## WHAT THE EXERCISE ASKS
Check each line below for the word "pinky", and copy those that have it.
*** DATASET EXCERPTS ***
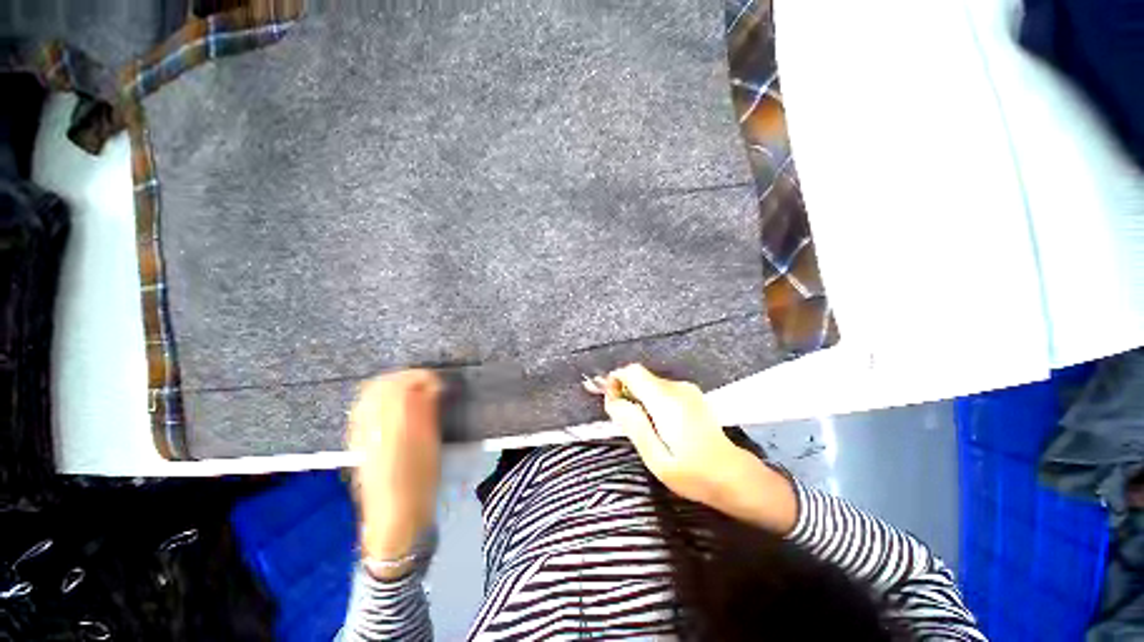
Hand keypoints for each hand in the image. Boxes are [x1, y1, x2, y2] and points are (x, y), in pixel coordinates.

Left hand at [347, 370, 441, 576]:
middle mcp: (368, 426)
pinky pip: (364, 410)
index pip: (398, 386)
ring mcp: (359, 435)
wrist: (395, 519)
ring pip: (369, 396)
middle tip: (426, 382)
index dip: (419, 377)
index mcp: (389, 426)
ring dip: (392, 386)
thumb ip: (425, 412)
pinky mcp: (358, 443)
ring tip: (414, 390)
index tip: (438, 382)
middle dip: (404, 378)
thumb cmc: (419, 483)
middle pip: (378, 386)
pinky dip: (380, 399)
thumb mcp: (430, 446)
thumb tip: (430, 387)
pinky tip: (396, 406)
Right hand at [602, 364, 796, 533]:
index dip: (616, 380)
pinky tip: (657, 424)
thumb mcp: (655, 458)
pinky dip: (651, 400)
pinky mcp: (691, 395)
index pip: (633, 372)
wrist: (733, 475)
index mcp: (666, 400)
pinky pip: (661, 390)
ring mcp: (687, 389)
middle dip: (626, 392)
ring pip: (650, 383)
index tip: (612, 402)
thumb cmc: (692, 473)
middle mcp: (677, 388)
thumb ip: (633, 425)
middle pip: (640, 376)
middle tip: (623, 420)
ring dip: (639, 398)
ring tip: (641, 427)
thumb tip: (612, 400)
*** End of DATASET EXCERPTS ***
## RESULT OF THIS TASK
pinky pip: (364, 410)
pinky mcp: (358, 443)
pinky dip: (380, 399)
pinky tip: (396, 406)
pinky tip: (657, 424)
pinky dip: (651, 400)
pinky mcp: (691, 395)
pinky pip: (661, 390)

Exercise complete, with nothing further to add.